D] Non ti sei espresso sulla qualità necessaria …
R] Precisione e rigore nel lavoro. Ho imparato questa lezione dai grandi artisti, come Burri e Marino Marini. Mi dicevano: “Se metti impegno nel lavoro, qualcosa ti tornerà indietro”.
D] Impegno, quindi: professionalità; ma la fotografia come dev’essere?
R] Deve offrire qualcosa in più della semplice visione: deve emozionare.
D] Hai avuto dei modelli ispiratori?
R] Quando ho iniziato a fotografare sculture non c’era nessuno che lo facesse, per giunta a luce naturale come il mio pulpito.
D] C’è un fotografo che stimi al di fuori della tua professione?
R] Tanti. Avedon è uno di questi, anche Gardin. Ci sono tanti fotografi, però, che portano avanti sempre le stesse cose: quello che io non voglio fare. Per questo mi sono inventato happening: gli artisti ritratti mentre lavorano. Così sono arrivati Antonio Recalcati che si butta per terra e Burri che brucia un foglio di plastica.

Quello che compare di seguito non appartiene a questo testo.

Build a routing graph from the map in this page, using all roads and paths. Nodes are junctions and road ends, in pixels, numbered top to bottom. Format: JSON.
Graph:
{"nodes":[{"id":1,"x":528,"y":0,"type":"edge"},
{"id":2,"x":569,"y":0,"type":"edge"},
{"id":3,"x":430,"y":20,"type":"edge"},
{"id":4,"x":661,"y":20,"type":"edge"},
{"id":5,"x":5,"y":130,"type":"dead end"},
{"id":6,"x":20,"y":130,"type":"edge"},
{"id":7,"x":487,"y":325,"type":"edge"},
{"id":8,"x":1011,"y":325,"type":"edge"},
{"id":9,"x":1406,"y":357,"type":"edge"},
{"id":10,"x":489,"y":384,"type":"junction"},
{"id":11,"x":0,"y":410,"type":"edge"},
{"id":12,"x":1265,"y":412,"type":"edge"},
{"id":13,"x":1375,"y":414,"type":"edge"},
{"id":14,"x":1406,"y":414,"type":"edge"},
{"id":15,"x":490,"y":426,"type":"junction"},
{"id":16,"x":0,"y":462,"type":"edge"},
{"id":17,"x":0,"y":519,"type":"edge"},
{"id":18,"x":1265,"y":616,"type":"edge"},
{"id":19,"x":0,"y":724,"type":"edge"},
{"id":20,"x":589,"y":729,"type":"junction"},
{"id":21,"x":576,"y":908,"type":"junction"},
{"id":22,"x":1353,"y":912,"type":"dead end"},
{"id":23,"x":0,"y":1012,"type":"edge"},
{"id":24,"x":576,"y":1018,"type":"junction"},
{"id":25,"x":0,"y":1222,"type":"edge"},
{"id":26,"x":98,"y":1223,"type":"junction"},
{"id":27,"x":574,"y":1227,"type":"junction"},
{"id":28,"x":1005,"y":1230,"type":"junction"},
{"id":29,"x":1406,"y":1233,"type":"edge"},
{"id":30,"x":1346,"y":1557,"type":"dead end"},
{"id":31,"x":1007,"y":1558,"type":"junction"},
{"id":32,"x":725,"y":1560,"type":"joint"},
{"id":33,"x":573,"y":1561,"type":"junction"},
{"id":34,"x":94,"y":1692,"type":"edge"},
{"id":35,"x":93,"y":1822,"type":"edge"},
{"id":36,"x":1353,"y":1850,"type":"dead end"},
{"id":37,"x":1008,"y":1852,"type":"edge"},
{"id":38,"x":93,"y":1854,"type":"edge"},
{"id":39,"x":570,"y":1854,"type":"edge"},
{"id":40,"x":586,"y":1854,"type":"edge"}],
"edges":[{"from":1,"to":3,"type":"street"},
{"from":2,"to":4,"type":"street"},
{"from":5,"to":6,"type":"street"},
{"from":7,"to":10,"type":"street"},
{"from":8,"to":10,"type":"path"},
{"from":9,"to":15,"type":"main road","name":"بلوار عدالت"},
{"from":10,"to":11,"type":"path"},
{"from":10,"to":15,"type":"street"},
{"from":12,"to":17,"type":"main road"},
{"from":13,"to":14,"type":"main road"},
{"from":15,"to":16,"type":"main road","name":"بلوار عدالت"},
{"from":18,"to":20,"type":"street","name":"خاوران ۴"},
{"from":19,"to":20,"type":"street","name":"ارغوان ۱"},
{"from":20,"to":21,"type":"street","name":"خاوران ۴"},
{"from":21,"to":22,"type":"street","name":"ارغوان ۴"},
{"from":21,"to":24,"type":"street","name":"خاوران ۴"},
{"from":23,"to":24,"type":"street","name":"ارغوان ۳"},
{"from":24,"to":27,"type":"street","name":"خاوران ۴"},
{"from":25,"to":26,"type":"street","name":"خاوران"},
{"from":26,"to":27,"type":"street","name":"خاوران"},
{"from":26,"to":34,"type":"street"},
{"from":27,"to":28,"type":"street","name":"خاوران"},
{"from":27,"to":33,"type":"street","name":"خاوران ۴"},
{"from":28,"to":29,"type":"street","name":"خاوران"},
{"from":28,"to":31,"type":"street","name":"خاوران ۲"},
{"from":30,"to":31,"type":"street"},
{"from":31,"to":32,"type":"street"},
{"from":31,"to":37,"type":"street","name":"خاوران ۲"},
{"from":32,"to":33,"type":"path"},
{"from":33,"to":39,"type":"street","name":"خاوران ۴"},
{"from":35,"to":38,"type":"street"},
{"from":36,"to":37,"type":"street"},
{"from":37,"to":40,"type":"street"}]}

Ho ritratto Claudio Parmiggiani a Bologna in una situazione particolare. Aveva costruito un labirinto di vetro. “Aurelio, devi rimanere con me”, mi disse. Me lo trovo vestito da palombaro che dal centro della costruzione inizia a rompere tutto.
D] Hai pochi elementi d’ispirazione, quindi …
R] Sono gli altri che si devono ispirare a me. Voglio trovare altri artisti che lavorano. Arrivato a venti, produco un grande libro.
D] C’è, tra le tue, una fotografia che ami particolarmente? Alla quale sei affezionato?
R] Ce ne sono alcune: Burri che brucia la plastica, Marino Marini sulla spiaggia di Forte dei Marmi con il cavallo bianco (1972), De Chirico in gondola (sembrava un doge). Sono immagini che mi hanno dato molto. A Burri piacque la sua fotografia e da allora diventammo amici.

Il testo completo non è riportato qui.